● **EXERCISE REQUIREMENTS**
For the word "view", give the number of lines in these entries that contain it, with nothing else.

● **RECORDS TO PROCESS**
____

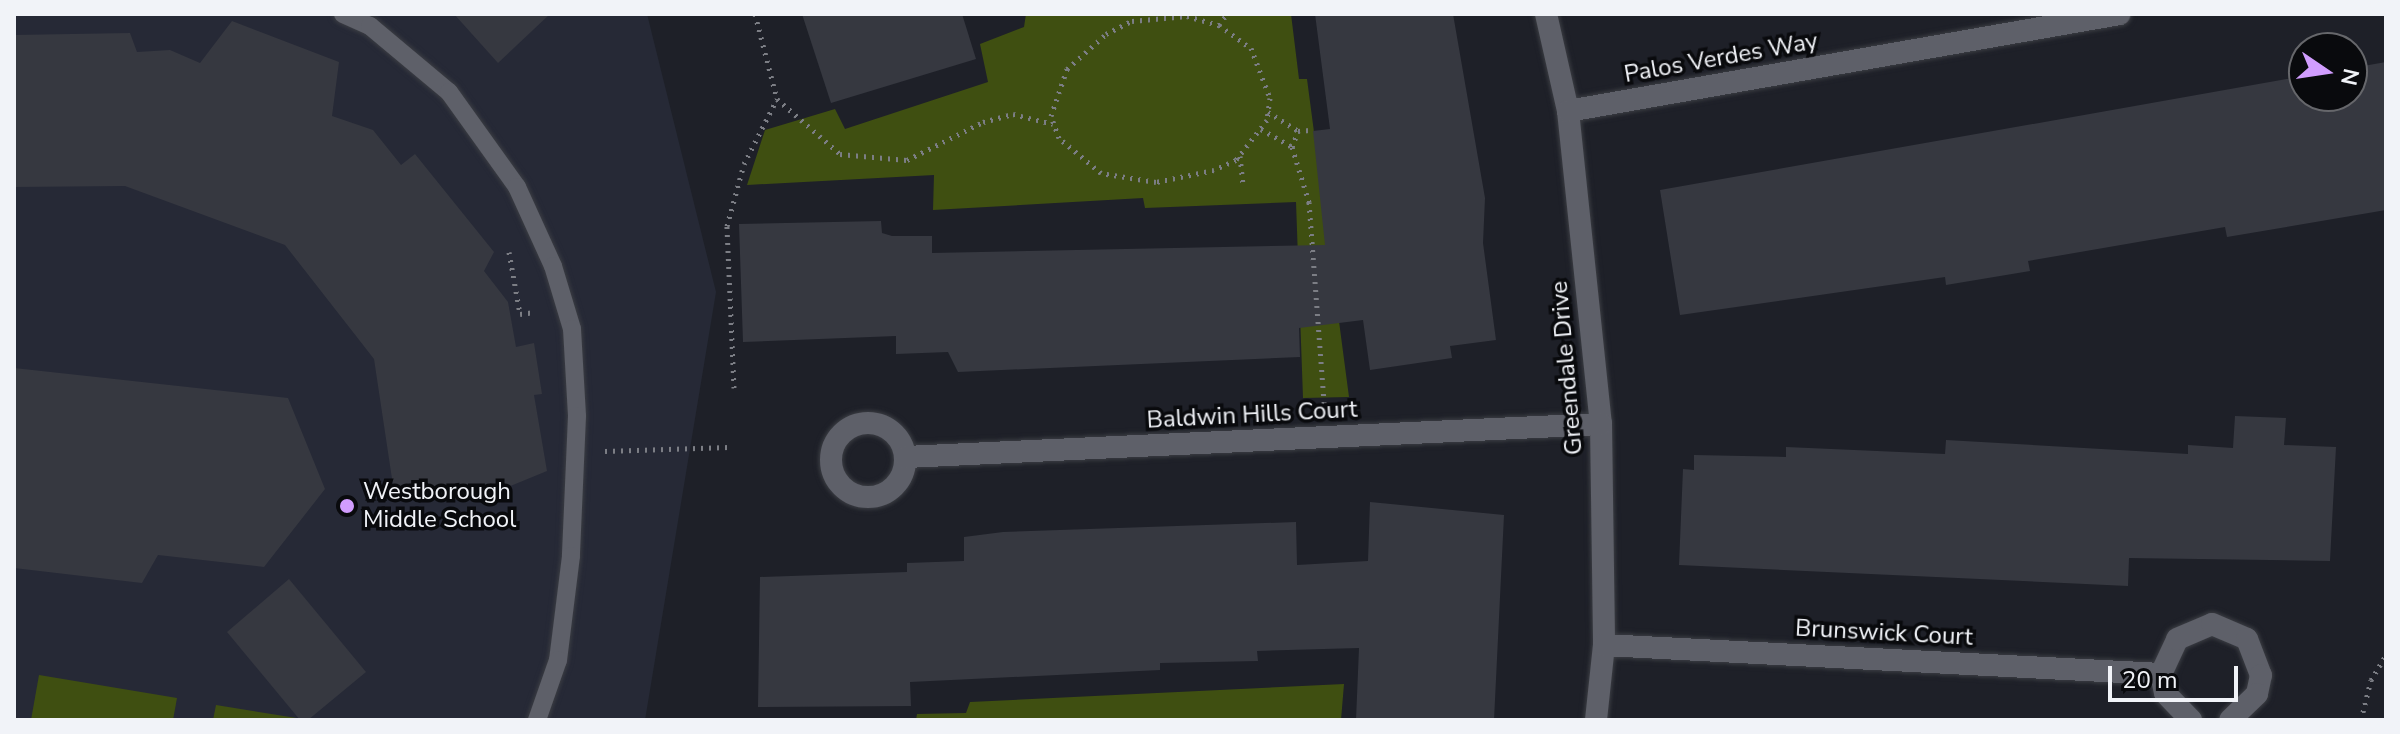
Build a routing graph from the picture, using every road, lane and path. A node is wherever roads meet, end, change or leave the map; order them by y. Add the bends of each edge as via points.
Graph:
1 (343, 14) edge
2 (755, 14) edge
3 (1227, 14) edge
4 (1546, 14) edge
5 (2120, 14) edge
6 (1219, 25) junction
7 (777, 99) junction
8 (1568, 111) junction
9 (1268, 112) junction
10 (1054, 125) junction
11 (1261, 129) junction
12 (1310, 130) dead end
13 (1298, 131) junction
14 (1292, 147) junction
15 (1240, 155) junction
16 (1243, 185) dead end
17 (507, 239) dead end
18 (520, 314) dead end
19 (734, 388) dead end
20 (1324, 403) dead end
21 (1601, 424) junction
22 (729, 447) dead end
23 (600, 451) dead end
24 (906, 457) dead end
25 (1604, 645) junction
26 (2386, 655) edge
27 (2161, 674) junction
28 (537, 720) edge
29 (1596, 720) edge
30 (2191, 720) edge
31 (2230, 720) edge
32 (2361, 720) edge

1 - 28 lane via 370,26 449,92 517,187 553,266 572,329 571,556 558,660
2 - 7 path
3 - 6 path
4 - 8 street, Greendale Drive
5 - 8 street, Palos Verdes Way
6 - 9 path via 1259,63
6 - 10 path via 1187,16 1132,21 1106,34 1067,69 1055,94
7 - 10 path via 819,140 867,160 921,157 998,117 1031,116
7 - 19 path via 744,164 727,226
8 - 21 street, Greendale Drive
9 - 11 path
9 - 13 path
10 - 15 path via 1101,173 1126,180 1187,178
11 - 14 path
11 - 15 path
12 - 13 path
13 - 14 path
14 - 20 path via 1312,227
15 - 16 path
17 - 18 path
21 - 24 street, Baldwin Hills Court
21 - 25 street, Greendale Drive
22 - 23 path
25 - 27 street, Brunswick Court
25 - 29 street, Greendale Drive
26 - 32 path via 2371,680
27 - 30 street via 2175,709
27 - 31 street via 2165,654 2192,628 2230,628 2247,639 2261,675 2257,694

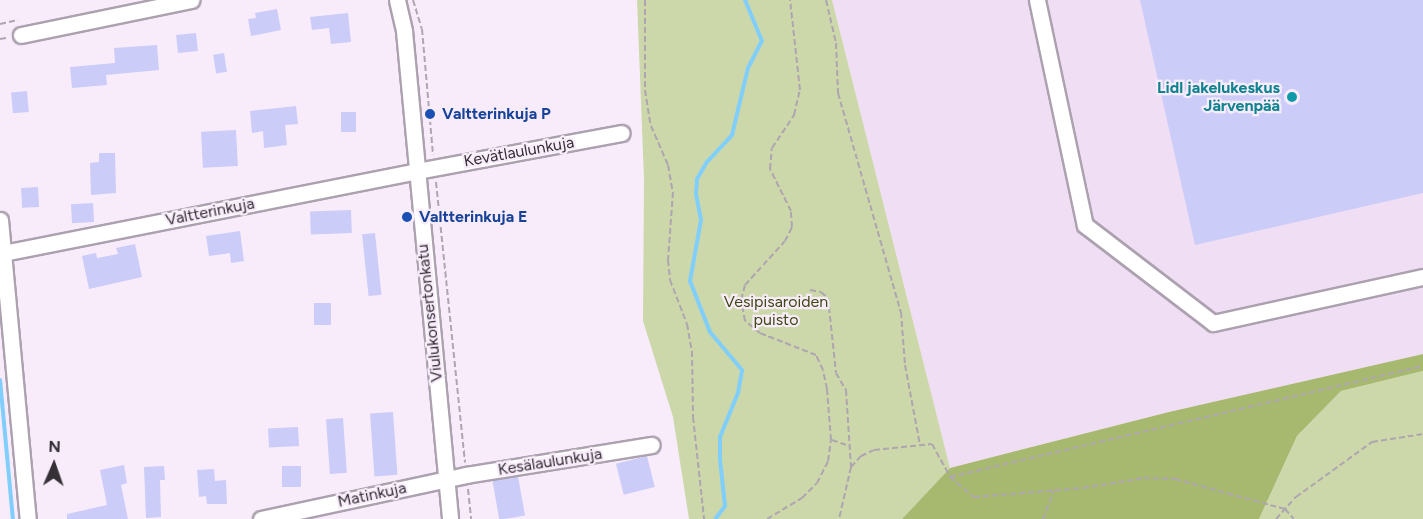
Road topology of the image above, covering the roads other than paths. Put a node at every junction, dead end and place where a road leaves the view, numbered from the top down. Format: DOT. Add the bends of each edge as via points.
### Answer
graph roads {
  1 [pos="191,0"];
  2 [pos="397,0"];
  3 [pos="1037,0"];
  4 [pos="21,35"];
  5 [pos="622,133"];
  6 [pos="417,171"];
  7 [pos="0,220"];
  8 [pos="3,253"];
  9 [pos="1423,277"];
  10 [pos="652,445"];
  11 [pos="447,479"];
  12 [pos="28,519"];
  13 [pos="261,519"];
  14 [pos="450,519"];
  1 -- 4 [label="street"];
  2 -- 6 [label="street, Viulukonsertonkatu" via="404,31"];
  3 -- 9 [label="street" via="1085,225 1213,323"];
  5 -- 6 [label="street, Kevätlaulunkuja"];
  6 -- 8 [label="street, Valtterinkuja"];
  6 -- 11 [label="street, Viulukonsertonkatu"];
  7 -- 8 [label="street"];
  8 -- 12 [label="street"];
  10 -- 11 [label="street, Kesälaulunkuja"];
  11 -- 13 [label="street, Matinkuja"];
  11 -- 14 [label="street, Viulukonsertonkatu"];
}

____

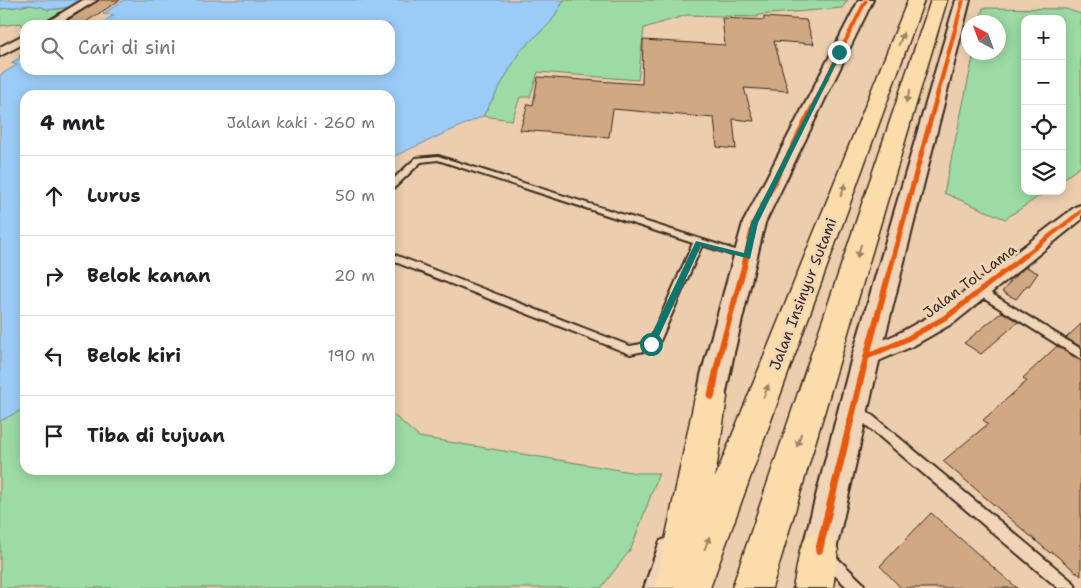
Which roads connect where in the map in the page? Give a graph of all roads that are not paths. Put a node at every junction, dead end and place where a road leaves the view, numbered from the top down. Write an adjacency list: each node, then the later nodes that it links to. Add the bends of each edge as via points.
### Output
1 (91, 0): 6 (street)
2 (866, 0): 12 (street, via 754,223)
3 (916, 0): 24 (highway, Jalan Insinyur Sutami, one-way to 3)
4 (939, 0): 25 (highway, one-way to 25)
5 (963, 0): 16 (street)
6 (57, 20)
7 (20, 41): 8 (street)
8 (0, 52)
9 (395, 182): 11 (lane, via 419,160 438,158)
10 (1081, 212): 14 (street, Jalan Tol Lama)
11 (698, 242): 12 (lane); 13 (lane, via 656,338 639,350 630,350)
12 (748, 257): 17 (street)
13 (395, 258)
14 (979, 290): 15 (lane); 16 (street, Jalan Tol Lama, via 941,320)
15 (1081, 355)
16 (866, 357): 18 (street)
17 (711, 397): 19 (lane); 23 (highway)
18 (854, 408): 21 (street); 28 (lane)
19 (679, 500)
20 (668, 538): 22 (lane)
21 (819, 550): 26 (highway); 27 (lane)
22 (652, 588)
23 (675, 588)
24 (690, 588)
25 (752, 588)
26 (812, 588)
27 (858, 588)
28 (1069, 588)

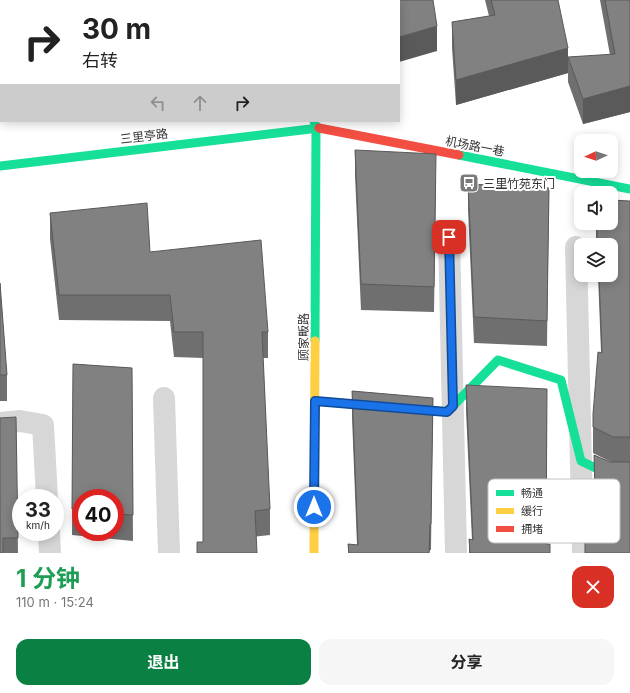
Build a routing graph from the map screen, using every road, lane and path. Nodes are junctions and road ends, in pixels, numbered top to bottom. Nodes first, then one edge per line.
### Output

____

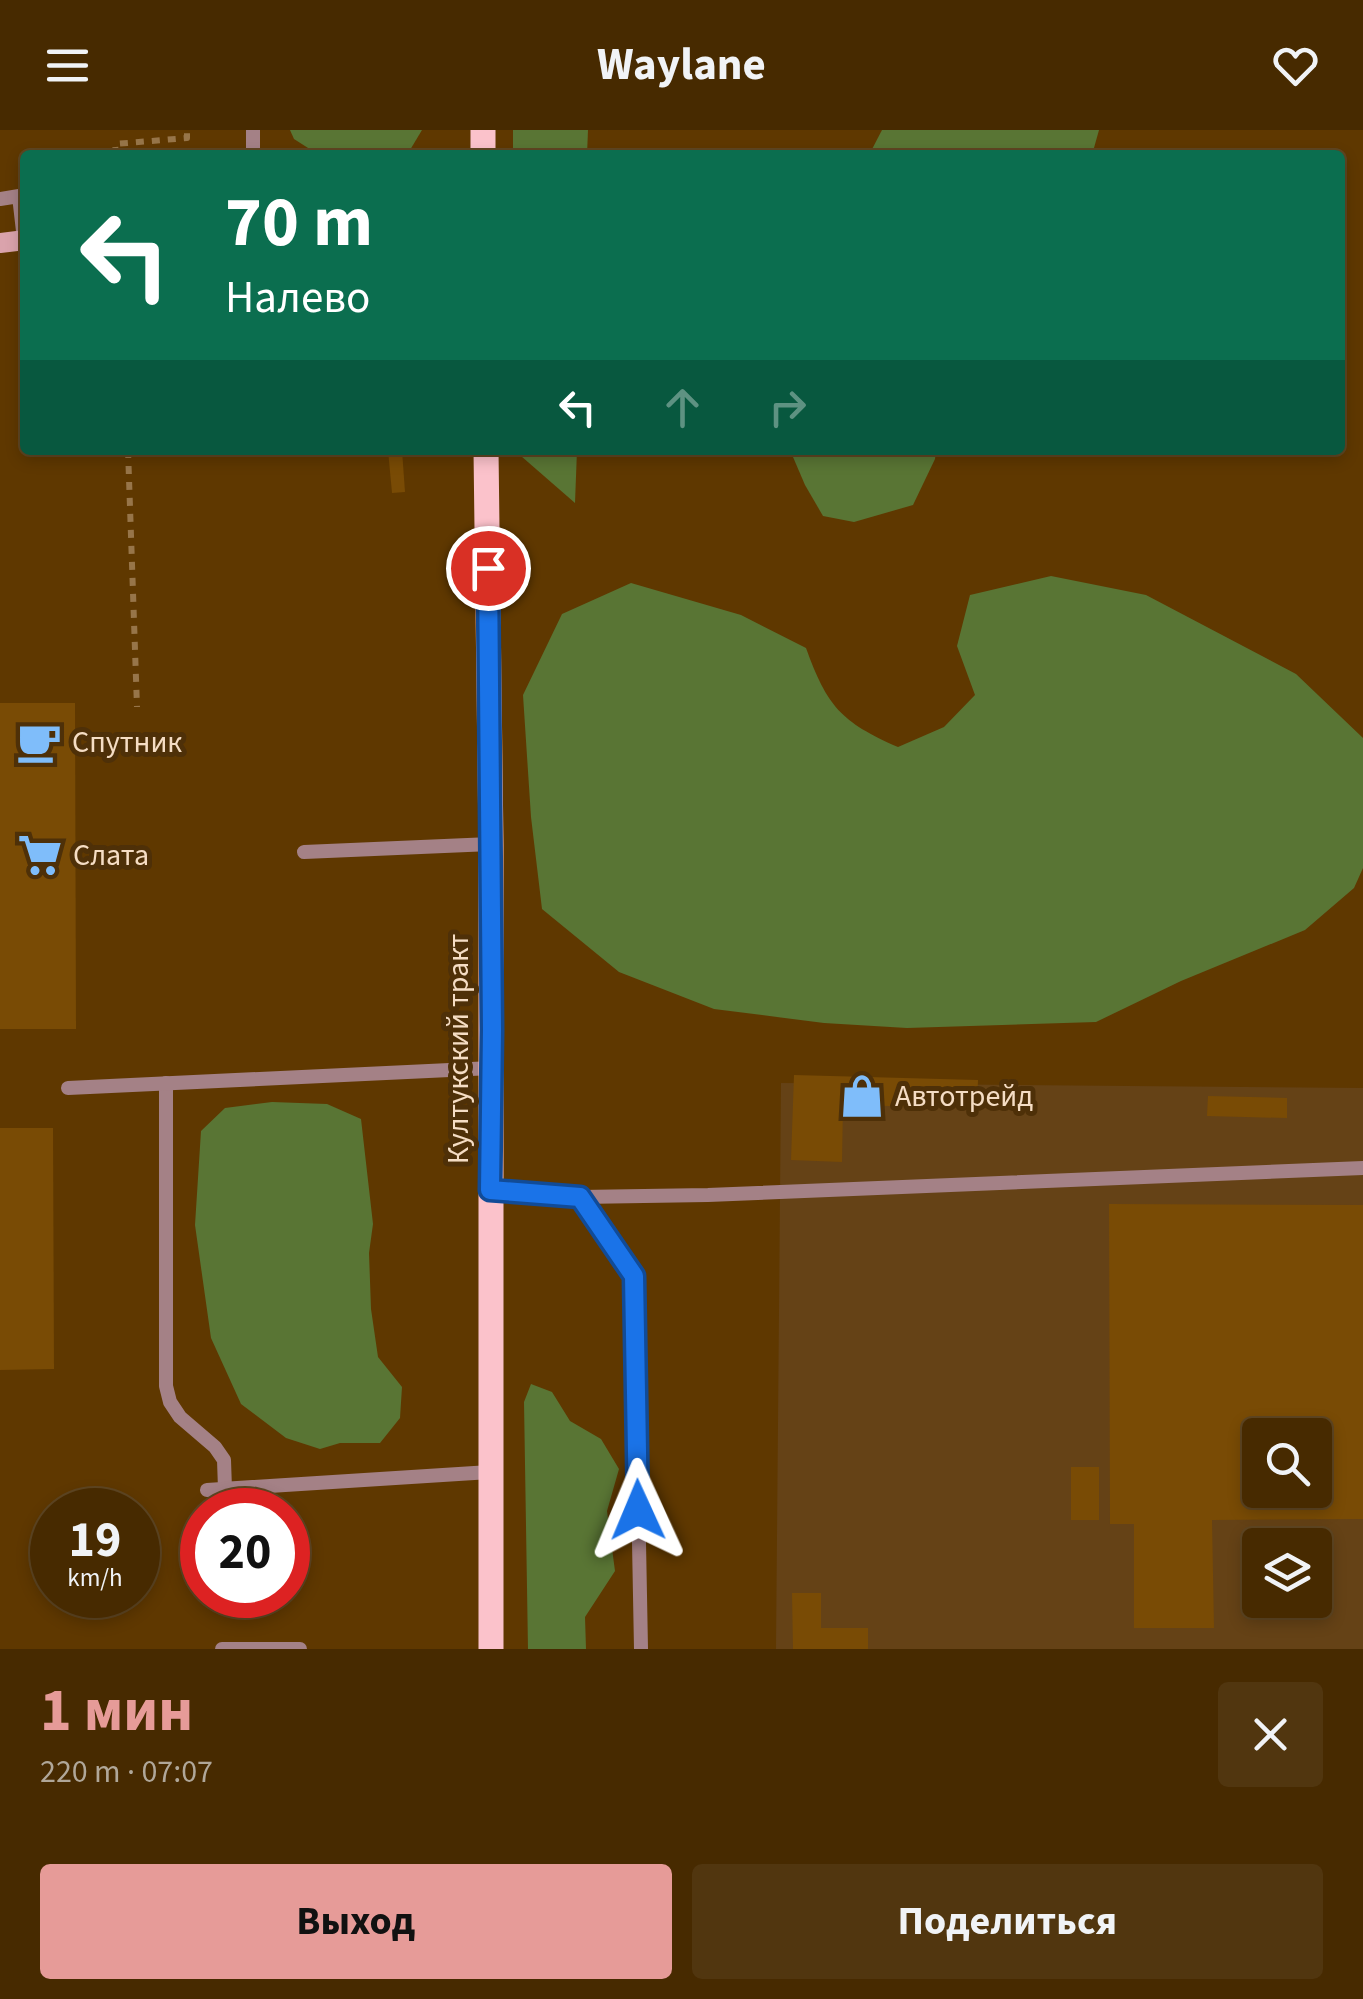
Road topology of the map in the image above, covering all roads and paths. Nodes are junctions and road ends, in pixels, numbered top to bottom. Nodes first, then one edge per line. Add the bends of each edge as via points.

____

● **ANSWER AREA**
2